What the paradox says, essentially, is that if a Kelly bettor has incorrect beliefs about what future bets may be offered, he can make suboptimal choices, and even go broke. The Kelly criterion is supposed to do better than any essentially different strategy in the long run and have zero chance of ruin, as long as the bettor knows the probabilities and payouts.

More light on the issues was shed by an independent consideration of the problem by Aaron Brown, also communicated to Ed Thorp by email. In this formulation, the assumption is the bettor first sells back the initial bet, then makes a new bet at the second payout. In this case his total bet is:

 $f^{*} = \frac{b_2 - 1}{2b_2} - \frac{b_1 - 1}{4}\left(\frac{1}{f_1} - \frac{1}{f_2}\right)\frac{f_2-1}{f_2+1} \!$

which looks very similar to the formula above for the Proebsting formulation, except that the sign is reversed on the second term and it is multiplied by an additional term.
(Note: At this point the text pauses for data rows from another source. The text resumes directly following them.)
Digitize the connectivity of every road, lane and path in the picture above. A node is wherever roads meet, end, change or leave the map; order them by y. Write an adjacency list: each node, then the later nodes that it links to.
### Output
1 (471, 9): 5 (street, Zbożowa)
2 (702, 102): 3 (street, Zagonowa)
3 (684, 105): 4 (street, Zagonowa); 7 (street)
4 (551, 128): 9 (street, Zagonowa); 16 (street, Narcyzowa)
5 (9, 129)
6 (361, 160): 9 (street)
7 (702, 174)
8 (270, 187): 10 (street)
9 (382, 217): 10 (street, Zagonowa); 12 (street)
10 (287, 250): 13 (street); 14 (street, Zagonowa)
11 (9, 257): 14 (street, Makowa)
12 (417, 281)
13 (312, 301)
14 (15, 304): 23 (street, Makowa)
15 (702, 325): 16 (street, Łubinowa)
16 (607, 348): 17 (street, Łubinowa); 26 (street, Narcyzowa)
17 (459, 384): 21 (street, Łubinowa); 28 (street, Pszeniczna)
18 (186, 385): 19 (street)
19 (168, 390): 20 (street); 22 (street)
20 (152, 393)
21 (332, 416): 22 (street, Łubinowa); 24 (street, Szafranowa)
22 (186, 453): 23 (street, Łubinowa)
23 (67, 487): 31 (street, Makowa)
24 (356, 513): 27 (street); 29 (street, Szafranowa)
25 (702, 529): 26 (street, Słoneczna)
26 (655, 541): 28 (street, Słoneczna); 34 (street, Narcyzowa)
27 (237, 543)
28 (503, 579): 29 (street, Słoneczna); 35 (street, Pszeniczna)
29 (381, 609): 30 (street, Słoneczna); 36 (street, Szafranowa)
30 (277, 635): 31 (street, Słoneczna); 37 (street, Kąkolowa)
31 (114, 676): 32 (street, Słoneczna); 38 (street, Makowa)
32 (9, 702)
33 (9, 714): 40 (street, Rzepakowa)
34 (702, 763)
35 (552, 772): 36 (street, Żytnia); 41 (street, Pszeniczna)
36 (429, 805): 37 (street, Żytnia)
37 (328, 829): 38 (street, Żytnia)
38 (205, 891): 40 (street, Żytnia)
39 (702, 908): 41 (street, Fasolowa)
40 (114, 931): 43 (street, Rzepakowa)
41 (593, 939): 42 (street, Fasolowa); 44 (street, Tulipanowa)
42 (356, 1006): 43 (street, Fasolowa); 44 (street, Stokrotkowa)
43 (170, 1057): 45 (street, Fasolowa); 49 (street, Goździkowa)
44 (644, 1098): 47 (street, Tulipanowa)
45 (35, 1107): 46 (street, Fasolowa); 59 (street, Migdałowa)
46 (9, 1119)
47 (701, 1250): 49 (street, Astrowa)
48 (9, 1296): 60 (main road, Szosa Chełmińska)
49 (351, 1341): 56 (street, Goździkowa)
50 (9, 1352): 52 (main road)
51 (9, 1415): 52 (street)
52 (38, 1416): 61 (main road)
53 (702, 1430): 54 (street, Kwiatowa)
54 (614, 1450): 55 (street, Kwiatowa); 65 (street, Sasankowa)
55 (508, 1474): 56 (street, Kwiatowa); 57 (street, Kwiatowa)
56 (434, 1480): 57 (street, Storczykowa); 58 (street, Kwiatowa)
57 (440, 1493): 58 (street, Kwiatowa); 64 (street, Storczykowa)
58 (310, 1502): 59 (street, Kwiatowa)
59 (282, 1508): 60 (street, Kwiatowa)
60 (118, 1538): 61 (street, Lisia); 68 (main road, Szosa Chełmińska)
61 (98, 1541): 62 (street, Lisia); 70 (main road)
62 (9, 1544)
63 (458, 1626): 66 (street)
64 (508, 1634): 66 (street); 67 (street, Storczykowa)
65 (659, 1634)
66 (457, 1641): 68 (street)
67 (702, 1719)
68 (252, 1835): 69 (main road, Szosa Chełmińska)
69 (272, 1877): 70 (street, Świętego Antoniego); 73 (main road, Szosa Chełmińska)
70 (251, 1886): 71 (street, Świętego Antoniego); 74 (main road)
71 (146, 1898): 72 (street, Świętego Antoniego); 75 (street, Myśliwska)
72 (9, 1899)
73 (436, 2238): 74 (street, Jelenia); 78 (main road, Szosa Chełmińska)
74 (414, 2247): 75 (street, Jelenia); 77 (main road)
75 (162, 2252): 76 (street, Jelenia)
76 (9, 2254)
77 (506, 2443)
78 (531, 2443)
For example, given the original example of a 2 to 1 payout followed by a 5 to 1 payout, in this formulation the bettor first bets 25% of wealth at 2 to 1. When the 5 to 1 payout is offered, the bettor can sell back the original bet for a loss of 0.125. His 2 to 1 bet pays 0.5 if he wins and costs 0.25 if he loses. At the new 5 to 1 payout, he could get a bet that pays 0.625 if he wins and costs 0.125 if he loses, this is 0.125 better than his original bet in both states. Therefore his original bet now has a value of -0.125. Given his new wealth level of 0.875, his 40% bet (the Kelly amount for the 5 to 1 payout) is 0.35.

The two formulations are equivalent. In the original formulation, the bettor has 0.25 bet at 2 to 1 and 0.225 bet at 5 to 1. If he wins, he gets 2.625 and if he loses he has 0.525. In the second formulation, the bettor has 0.875 and 0.35 bet at 5 to 1. If he wins, he gets 2.625 and if he loses he has 0.525.

The second formulation makes clear that the change in behavior results from the mark-to-market loss the investor experiences when the new payout is offered. This is a natural way to think in finance, less natural to a gambler. In this interpretation, the infinite series of doubling payouts does not ruin the Kelly bettor by enticing him to overbet, it extracts all his wealth through changes beyond his control.